Assigned task: The reply should contain only the lines from the start of the records through the line with "position:relative; width:896px; height:966px;", reproduced verbatim and without pictures.
(Data records begins)
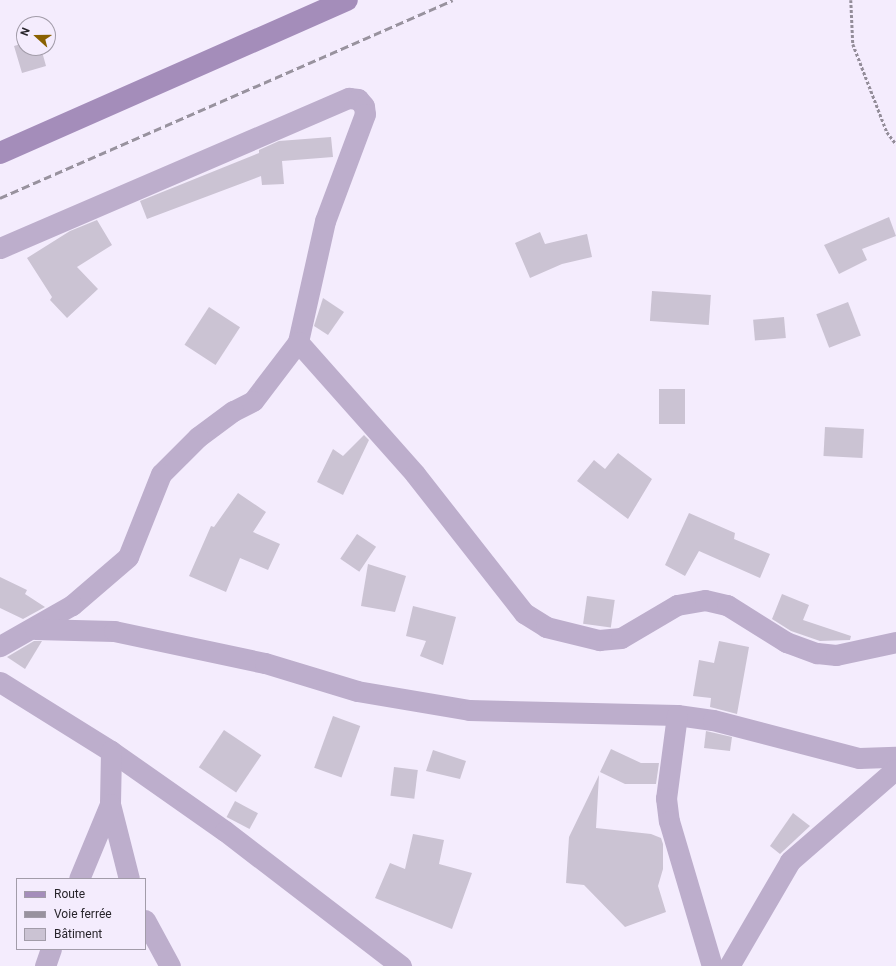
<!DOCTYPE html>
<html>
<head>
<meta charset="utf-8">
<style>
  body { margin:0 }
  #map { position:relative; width:896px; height:966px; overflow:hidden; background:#f4ecfd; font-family:Roboto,sans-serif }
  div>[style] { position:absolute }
  .building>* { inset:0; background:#cbc3d3; transform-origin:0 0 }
  .path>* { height:2.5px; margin-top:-1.25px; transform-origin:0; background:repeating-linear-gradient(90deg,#938d99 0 3px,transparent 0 5px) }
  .street>* { height:21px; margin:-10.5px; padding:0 10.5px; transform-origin:10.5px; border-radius:10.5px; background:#bdaecc }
  .secondary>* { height:22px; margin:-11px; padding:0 11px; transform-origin:11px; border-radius:11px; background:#a48dba }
  .rail>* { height:3px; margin-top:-1.5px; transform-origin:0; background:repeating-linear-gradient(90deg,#98929e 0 8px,transparent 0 12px) }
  span { translate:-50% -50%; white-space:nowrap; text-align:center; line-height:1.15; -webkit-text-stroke:3px #f4ecfd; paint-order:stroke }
  .legend { position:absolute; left:16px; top:878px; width:130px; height:72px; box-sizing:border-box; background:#f4ecfd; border:1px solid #a29ca9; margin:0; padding:5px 7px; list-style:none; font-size:12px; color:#28252b }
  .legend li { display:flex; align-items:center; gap:8px; height:20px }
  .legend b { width:20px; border:1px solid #a29ca9 }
  .north { position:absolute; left:16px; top:16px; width:40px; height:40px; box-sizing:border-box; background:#f4ecfd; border:1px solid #a29ca9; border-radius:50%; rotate:291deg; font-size:11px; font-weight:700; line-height:16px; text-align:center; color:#28252b }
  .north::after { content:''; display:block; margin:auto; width:14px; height:18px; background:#8a6101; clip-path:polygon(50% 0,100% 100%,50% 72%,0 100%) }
</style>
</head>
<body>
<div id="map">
  <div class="building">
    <div style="clip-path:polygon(24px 43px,24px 48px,41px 48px,46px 66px,22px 73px,14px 46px)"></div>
    <div style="clip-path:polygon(331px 137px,333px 157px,282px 161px,284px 184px,262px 185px,261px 176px,147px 219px,140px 201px,259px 153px,259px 150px,279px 141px)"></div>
    <div style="clip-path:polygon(889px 217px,896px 236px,862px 249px,867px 260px,839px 274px,824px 245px)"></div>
    <div style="clip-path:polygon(97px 220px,112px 245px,77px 267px,98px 289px,67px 318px,50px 300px,52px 297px,27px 258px,70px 231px)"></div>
    <div style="clip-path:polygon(540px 232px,545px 244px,587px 234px,592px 257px,562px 264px,530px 278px,515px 243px)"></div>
    <div style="left:652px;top:291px;width:59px;height:30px;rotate:4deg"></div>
    <div style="clip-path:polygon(323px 298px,344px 312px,328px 335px,314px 326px)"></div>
    <div style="left:848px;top:302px;width:36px;height:34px;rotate:69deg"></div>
    <div style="left:209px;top:307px;width:37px;height:45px;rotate:33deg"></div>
    <div style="left:784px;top:317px;width:21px;height:31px;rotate:85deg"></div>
    <div style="left:659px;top:389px;width:26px;height:35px"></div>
    <div style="left:825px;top:427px;width:39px;height:29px;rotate:3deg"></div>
    <div style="clip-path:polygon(364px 435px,369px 440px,343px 495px,317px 482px,333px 449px,343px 456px)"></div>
    <div style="clip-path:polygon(618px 453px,652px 479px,628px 519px,577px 481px,594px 460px,605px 469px)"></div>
    <div style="clip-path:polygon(238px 493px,266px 512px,253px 532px,280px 544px,268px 570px,240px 558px,226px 592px,189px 576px,211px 526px,214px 527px)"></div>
    <div style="clip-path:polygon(689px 513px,735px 533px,734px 539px,770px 554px,760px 578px,699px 551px,685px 576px,665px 565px)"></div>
    <div style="left:357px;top:534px;width:23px;height:30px;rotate:34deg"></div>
    <div style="clip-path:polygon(368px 564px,406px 576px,395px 612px,361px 606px)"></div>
    <div style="clip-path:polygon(0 577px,27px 590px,25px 594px,45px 607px,23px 619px,0 608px)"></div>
    <div style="clip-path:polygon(782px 594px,809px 605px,803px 620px,851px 636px,850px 640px,820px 641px,791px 631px,772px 619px)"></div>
    <div style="left:587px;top:596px;width:28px;height:28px;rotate:8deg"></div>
    <div style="clip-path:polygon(413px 606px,456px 617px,443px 665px,420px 656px,426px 641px,406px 636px)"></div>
    <div style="clip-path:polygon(34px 641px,42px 641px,25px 669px,7px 657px)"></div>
    <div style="clip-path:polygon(719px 641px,749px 647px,737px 714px,710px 707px,711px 698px,693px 696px,699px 660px,714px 663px)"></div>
    <div style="left:333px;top:716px;width:29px;height:55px;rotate:20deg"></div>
    <div style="left:224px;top:730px;width:45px;height:45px;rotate:34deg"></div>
    <div style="clip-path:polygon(706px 731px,732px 737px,730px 751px,704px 748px)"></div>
    <div style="clip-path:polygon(611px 749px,641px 763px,659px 763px,656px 784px,625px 784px,600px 772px)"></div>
    <div style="clip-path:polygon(433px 750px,466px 761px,460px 779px,426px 771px)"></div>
    <div style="left:394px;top:767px;width:24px;height:29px;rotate:7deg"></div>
    <div style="clip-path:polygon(599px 775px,596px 828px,651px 834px,661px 838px,663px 844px,663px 869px,658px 886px,666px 912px,625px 927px,584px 885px,566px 883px,569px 837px)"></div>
    <div style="left:235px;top:801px;width:26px;height:18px;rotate:28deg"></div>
    <div style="clip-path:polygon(793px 813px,810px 826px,780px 854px,770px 846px)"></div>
    <div style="clip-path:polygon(413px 834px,444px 840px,439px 864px,472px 873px,452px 929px,375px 898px,390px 863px,405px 869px)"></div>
  </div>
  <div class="path">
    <div style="left:851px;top:0;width:44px;rotate:87.4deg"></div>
    <div style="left:853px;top:44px;width:94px;rotate:68.9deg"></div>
    <div style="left:887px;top:132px;width:15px;rotate:53deg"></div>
  </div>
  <div class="street">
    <div style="left:0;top:248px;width:380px;rotate:-23.3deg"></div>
    <div style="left:349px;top:98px;width:9px;rotate:6deg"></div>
    <div style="left:358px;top:99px;width:9px;rotate:49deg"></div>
    <div style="left:364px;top:106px;width:8px;rotate:83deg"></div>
    <div style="left:365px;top:114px;width:114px;rotate:110.5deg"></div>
    <div style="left:325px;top:221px;width:124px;rotate:102.6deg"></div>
    <div style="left:298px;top:342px;width:74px;rotate:127.3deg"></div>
    <div style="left:253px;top:401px;width:22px;rotate:153deg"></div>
    <div style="left:233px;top:411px;width:44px;rotate:143.4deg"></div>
    <div style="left:198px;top:437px;width:52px;rotate:135deg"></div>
    <div style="left:161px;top:474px;width:89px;rotate:111.7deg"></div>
    <div style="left:128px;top:557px;width:74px;rotate:139.4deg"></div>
    <div style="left:72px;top:605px;width:83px;rotate:150.3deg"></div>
    <div style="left:298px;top:342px;width:176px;rotate:48.4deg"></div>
    <div style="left:415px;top:474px;width:177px;rotate:51.9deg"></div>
    <div style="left:524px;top:613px;width:26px;rotate:32deg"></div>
    <div style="left:546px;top:627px;width:55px;rotate:13.8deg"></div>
    <div style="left:599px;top:640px;width:22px;rotate:-5deg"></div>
    <div style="left:621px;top:638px;width:65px;rotate:-30.5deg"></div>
    <div style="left:677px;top:605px;width:28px;rotate:-10deg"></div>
    <div style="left:705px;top:600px;width:23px;rotate:13deg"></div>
    <div style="left:727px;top:605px;width:70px;rotate:32.1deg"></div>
    <div style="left:786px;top:642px;width:33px;rotate:20deg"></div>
    <div style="left:817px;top:653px;width:19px;rotate:6deg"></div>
    <div style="left:836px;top:655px;width:61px;rotate:-12.2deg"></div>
    <div style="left:35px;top:629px;width:79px;rotate:1.5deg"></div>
    <div style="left:114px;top:631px;width:154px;rotate:12deg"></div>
    <div style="left:265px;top:663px;width:96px;rotate:16.9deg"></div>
    <div style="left:357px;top:691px;width:114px;rotate:9.6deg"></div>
    <div style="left:469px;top:710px;width:208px;rotate:1.4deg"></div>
    <div style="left:677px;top:715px;width:36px;rotate:8deg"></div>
    <div style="left:713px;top:720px;width:151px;rotate:14.6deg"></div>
    <div style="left:859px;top:758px;width:37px;rotate:-2deg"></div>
    <div style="left:0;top:682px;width:131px;rotate:31.9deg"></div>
    <div style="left:111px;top:751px;width:139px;rotate:35.1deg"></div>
    <div style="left:225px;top:831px;width:222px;rotate:37.5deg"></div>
    <div style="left:677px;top:715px;width:84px;rotate:97.5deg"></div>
    <div style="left:666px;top:798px;width:23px;rotate:83deg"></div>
    <div style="left:669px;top:821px;width:151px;rotate:73.5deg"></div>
    <div style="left:111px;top:751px;width:53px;rotate:91.1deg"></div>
    <div style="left:110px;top:804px;width:77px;rotate:75.8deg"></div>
    <div style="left:79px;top:879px;width:81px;rotate:-67.5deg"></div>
    <div style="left:145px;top:920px;width:52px;rotate:61.5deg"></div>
    <div style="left:45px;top:966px;width:18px;rotate:-71deg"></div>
    <div style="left:729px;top:966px;width:121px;rotate:-59.8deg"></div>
    <div style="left:790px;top:861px;width:140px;rotate:-41deg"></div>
  </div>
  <div class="secondary">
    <div style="left:0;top:153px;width:379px;rotate:-23.8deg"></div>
  </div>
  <div class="rail">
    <div style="left:0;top:198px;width:494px;rotate:-23.6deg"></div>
  </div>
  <ul class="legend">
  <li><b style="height:5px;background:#a48dba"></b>Route</li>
  <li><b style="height:5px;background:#98929e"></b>Voie ferrée</li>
  <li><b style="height:11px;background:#cbc3d3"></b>Bâtiment</li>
  </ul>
  <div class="north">N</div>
</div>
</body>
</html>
(Data records ends)
Your solution:
<!DOCTYPE html>
<html>
<head>
<meta charset="utf-8">
<style>
  body { margin:0 }
  #map { position:relative; width:896px; height:966px; overflow:hidden; background:#f4ecfd; font-family:Roboto,sans-serif }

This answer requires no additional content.